Miller and Worrell had become friendly with Debbie Skuse when they first went to visit her boyfriend, whom they had known in jail, only to find that he had walked out on her.

To help Debbie get over losing her boyfriend they had taken her to Mount Gambier for the weekend but Worrell had become moody and they decided to return to Adelaide on the Saturday afternoon. Late in the afternoon Worrell was at the wheel after drinking several cans of beer and was driving recklessly through countryside north of Millicent.

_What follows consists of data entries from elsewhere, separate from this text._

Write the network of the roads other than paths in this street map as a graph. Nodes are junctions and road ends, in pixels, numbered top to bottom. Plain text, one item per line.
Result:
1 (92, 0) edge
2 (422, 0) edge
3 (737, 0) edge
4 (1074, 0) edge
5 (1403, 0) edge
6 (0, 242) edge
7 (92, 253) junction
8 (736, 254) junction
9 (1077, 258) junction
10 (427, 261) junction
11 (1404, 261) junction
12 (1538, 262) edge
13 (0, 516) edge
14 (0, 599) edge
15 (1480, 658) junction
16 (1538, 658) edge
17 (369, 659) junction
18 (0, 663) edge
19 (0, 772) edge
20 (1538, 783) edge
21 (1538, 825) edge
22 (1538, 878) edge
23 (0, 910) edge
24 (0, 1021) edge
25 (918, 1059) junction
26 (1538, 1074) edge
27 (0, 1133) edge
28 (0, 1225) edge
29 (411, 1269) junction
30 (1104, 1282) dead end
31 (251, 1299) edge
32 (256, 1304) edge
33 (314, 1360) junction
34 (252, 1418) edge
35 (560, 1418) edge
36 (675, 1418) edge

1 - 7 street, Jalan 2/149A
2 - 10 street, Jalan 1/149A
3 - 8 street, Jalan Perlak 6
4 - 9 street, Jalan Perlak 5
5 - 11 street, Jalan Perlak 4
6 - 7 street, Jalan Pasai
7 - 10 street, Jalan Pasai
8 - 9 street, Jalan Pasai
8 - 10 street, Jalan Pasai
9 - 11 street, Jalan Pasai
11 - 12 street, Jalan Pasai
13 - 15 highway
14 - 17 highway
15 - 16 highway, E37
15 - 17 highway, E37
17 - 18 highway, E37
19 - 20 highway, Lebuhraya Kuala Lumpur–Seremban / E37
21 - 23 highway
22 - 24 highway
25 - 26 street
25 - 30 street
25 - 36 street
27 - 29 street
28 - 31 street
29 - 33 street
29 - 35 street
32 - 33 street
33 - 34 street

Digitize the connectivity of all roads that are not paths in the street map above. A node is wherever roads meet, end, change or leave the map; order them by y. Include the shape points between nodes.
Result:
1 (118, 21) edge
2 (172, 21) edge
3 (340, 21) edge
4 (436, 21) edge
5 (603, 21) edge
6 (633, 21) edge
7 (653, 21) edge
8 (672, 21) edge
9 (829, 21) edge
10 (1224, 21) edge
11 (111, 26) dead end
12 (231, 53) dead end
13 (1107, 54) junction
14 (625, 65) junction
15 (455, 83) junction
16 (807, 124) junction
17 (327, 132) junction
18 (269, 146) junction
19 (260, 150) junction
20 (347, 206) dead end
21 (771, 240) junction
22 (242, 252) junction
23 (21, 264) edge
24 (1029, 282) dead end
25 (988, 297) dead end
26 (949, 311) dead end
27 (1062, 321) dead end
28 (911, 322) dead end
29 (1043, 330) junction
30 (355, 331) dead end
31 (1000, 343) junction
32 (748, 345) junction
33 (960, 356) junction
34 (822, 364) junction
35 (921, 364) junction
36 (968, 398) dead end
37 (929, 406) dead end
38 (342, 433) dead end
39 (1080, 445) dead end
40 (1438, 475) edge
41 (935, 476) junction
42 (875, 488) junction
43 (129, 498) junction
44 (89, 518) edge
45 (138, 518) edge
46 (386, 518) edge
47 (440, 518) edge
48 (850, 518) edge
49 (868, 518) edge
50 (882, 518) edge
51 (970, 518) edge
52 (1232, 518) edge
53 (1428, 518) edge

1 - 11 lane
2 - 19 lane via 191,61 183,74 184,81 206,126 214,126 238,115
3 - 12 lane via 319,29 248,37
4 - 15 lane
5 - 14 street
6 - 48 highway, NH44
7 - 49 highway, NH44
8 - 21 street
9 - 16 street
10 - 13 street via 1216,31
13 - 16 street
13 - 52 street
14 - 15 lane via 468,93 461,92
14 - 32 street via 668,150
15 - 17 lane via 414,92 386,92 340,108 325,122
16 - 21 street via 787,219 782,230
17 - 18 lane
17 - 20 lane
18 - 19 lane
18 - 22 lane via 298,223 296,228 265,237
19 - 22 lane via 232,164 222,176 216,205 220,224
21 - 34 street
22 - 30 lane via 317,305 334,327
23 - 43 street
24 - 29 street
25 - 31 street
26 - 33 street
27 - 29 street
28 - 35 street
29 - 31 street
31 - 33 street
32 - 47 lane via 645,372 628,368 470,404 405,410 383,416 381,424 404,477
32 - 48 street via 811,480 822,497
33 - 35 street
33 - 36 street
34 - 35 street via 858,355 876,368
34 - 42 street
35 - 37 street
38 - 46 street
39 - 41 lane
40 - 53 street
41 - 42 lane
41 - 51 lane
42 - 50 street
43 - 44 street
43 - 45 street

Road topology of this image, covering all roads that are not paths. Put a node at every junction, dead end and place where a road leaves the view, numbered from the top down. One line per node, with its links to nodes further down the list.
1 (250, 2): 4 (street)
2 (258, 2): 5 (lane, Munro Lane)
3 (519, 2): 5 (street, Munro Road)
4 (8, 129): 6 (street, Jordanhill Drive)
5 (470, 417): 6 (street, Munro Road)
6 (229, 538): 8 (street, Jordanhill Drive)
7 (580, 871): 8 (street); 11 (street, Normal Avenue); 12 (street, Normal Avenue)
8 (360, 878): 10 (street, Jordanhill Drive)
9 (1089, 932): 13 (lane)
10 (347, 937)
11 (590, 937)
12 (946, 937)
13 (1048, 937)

Debbie begged for him to slow down and a row ensued with Worrell screaming at the distraught girl and telling her to shut up. Then Worrell yelled, "We've got a blow out," and the car careered out of control onto the other side of the road into the oncoming traffic.

In an effort to avoid a head-on collision with a vehicle coming the other way, Worrell careered the old Valiant off the side of the road where it spun over and over many times until it came to rest with the three occupants spilled out onto the grass. The accident had been witnessed by several bystanders who ran immediately to the scene but there was little they could do.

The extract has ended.